- Stored data entries:
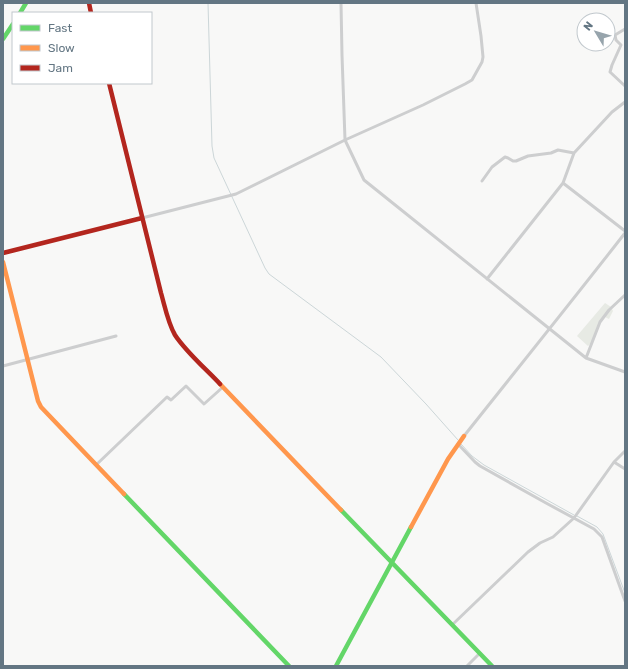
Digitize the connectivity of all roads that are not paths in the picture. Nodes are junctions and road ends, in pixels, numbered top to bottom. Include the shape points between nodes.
1 (26, 3) edge
2 (341, 3) edge
3 (476, 3) edge
4 (21, 12) edge
5 (12, 26) edge
6 (625, 29) edge
7 (3, 39) edge
8 (621, 45) junction
9 (625, 46) edge
10 (109, 84) edge
11 (625, 86) edge
12 (625, 102) edge
13 (345, 140) junction
14 (574, 153) junction
15 (482, 182) dead end
16 (563, 184) junction
17 (142, 218) junction
18 (625, 232) edge
19 (3, 253) edge
20 (3, 262) edge
21 (487, 279) junction
22 (625, 296) edge
23 (549, 328) junction
24 (116, 336) dead end
25 (586, 358) junction
26 (27, 360) junction
27 (3, 366) edge
28 (625, 372) edge
29 (223, 387) junction
30 (464, 436) joint
31 (458, 444) junction
32 (625, 451) edge
33 (614, 462) junction
34 (96, 465) junction
35 (625, 469) edge
36 (574, 518) junction
37 (392, 563) junction
38 (625, 601) edge
39 (452, 625) junction
40 (480, 653) junction
41 (288, 666) edge
42 (336, 666) edge
43 (467, 666) edge
44 (492, 666) edge

1 - 4 street
2 - 13 street
3 - 13 street via 483,57 472,80
5 - 7 street
6 - 8 street via 615,35
8 - 9 street
8 - 11 street via 610,72
10 - 17 street
12 - 14 street via 612,112
13 - 17 street via 234,194
13 - 21 street via 364,180
14 - 15 street via 558,150 516,161 505,157 492,167
14 - 16 street
16 - 18 street
16 - 21 street
17 - 19 street
17 - 29 street via 166,311 175,334
18 - 23 street
20 - 26 street
21 - 23 street
22 - 25 street via 600,322
23 - 25 street
23 - 30 street
24 - 26 street
25 - 28 street
26 - 27 street
26 - 34 street via 40,408
29 - 34 street via 204,404 186,386 170,400 167,397
29 - 37 street
30 - 31 street
31 - 36 street via 480,466
31 - 37 street
32 - 33 street
33 - 35 street
33 - 36 street
34 - 41 street
36 - 38 street via 594,529 602,537
36 - 39 street via 554,537 528,552
37 - 39 street
37 - 42 street
39 - 40 street
40 - 43 street
40 - 44 street

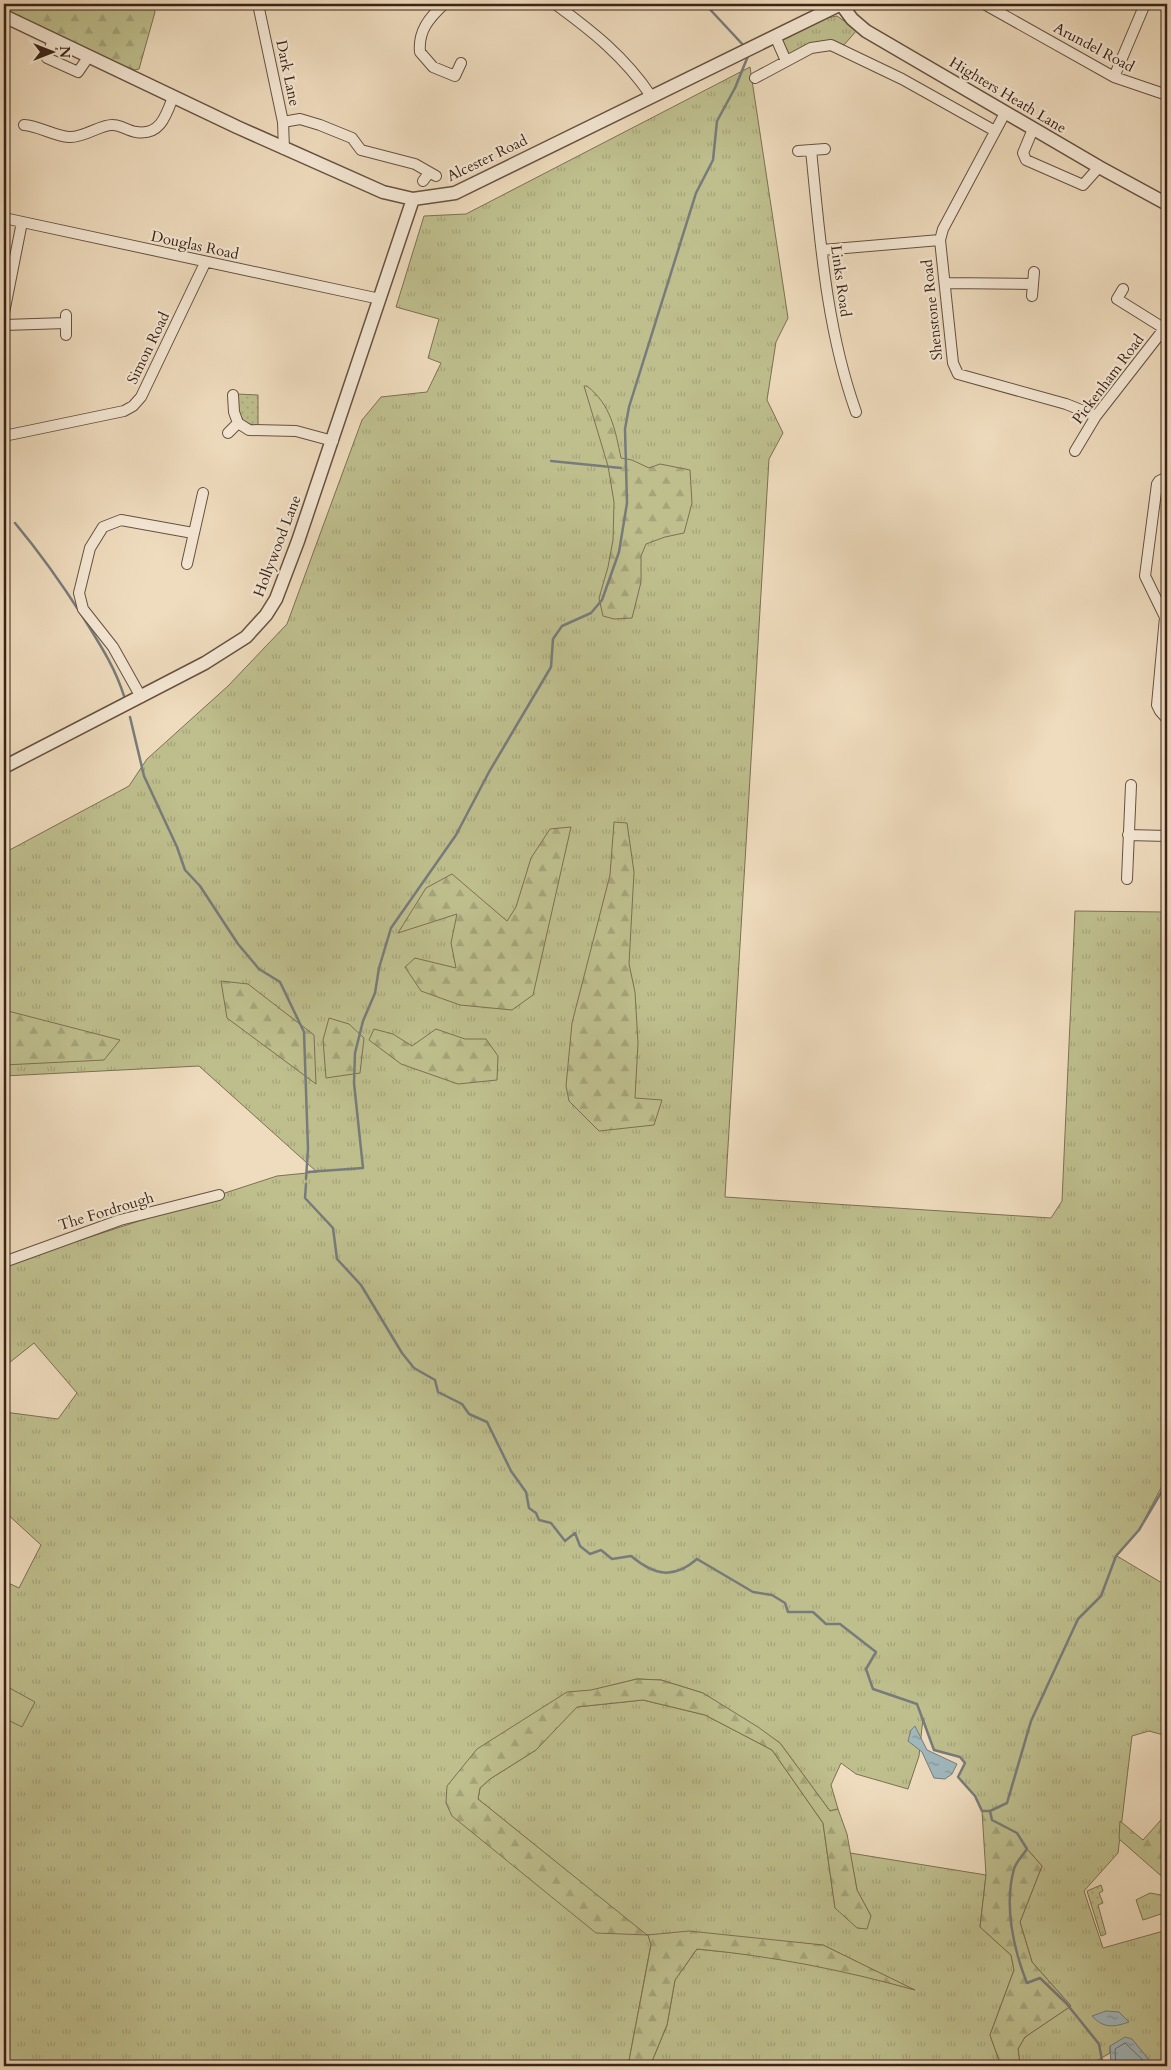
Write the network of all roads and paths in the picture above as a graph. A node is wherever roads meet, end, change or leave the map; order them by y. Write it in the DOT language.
graph roads {
  1 [pos="258,4"];
  2 [pos="444,4"];
  3 [pos="555,4"];
  4 [pos="841,4"];
  5 [pos="984,4"];
  6 [pos="1145,4"];
  7 [pos="4,16"];
  8 [pos="775,36"];
  9 [pos="53,39"];
  10 [pos="89,56"];
  11 [pos="786,61"];
  12 [pos="461,63"];
  13 [pos="1114,77"];
  14 [pos="755,78"];
  15 [pos="1167,95"];
  16 [pos="651,96"];
  17 [pos="174,97"];
  18 [pos="1005,113"];
  19 [pos="283,122"];
  20 [pos="24,125"];
  21 [pos="1033,129"];
  22 [pos="996,131"];
  23 [pos="284,149"];
  24 [pos="825,149"];
  25 [pos="811,150"];
  26 [pos="798,151"];
  27 [pos="1099,168"];
  28 [pos="429,177"];
  29 [pos="413,199"];
  30 [pos="1167,204"];
  31 [pos="4,218"];
  32 [pos="22,222"];
  33 [pos="940,240"];
  34 [pos="822,250"];
  35 [pos="205,263"];
  36 [pos="1034,272"];
  37 [pos="945,283"];
  38 [pos="1033,284"];
  39 [pos="1123,289"];
  40 [pos="1032,296"];
  41 [pos="380,299"];
  42 [pos="4,313"];
  43 [pos="4,325"];
  44 [pos="1166,327"];
  45 [pos="66,335"];
  46 [pos="233,395"];
  47 [pos="856,412"];
  48 [pos="1096,416"];
  49 [pos="238,423"];
  50 [pos="228,433"];
  51 [pos="4,436"];
  52 [pos="334,441"];
  53 [pos="1075,451"];
  54 [pos="1167,477"];
  55 [pos="203,494"];
  56 [pos="193,533"];
  57 [pos="187,564"];
  58 [pos="141,697"];
  59 [pos="1167,719"];
  60 [pos="4,767"];
  61 [pos="1131,785"];
  62 [pos="1128,835"];
  63 [pos="1167,836"];
  64 [pos="1127,879"];
  65 [pos="219,1195"];
  66 [pos="4,1262"];
  1 -- 19 [label="street, Dark Lane"];
  2 -- 12 [label="street"];
  3 -- 16 [label="street"];
  4 -- 8 [label="street, Alcester Road"];
  4 -- 18 [label="street, Highters Heath Lane"];
  5 -- 13 [label="street, Arundel Road"];
  6 -- 13 [label="street"];
  7 -- 9 [label="street, Alcester Road"];
  8 -- 11 [label="street"];
  8 -- 16 [label="street, Alcester Road"];
  9 -- 10 [label="street, Alcester Road"];
  9 -- 10 [label="street"];
  10 -- 17 [label="street, Alcester Road"];
  11 -- 14 [label="street"];
  11 -- 22 [label="street"];
  13 -- 15 [label="street, Arundel Road"];
  16 -- 29 [label="street, Alcester Road"];
  17 -- 20 [label="street"];
  17 -- 23 [label="street, Alcester Road"];
  18 -- 21 [label="street, Highters Heath Lane"];
  18 -- 22 [label="street, Shenstone Road"];
  19 -- 23 [label="street, Dark Lane"];
  19 -- 28 [label="street"];
  21 -- 27 [label="street, Highters Heath Lane"];
  21 -- 27 [label="street"];
  22 -- 33 [label="street, Shenstone Road"];
  23 -- 29 [label="street, Alcester Road"];
  24 -- 25 [label="street"];
  25 -- 26 [label="street"];
  25 -- 34 [label="street, Links Road"];
  27 -- 30 [label="street, Highters Heath Lane"];
  29 -- 41 [label="street, Hollywood Lane"];
  31 -- 32 [label="street, Douglas Road"];
  32 -- 35 [label="street, Douglas Road"];
  32 -- 42 [label="street"];
  33 -- 34 [label="street"];
  33 -- 37 [label="street, Shenstone Road"];
  34 -- 47 [label="street, Links Road"];
  35 -- 41 [label="street, Douglas Road"];
  35 -- 51 [label="street, Simon Road"];
  36 -- 38 [label="street"];
  37 -- 38 [label="street"];
  37 -- 48 [label="street, Shenstone Road"];
  38 -- 40 [label="street"];
  39 -- 44 [label="street"];
  41 -- 52 [label="street, Hollywood Lane"];
  43 -- 45 [label="street"];
  44 -- 48 [label="street, Pickenham Road"];
  46 -- 49 [label="street"];
  48 -- 53 [label="street, Pickenham Road"];
  49 -- 50 [label="street"];
  49 -- 52 [label="street"];
  52 -- 58 [label="street, Hollywood Lane"];
  54 -- 59 [label="street"];
  55 -- 56 [label="street"];
  56 -- 57 [label="street"];
  56 -- 58 [label="street"];
  58 -- 60 [label="street, Hollywood Lane"];
  61 -- 62 [label="street"];
  62 -- 63 [label="street"];
  62 -- 64 [label="street"];
  65 -- 66 [label="street, The Fordrough"];
}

- YOUR GOAL:
Filter the entries above and keep only the lines with the word "graph".

- EXERCISE SOLUTION:
Write the network of all roads and paths in the picture above as a graph. A node is wherever roads meet, end, change or leave the map; order them by y. Write it in the DOT language.
graph roads {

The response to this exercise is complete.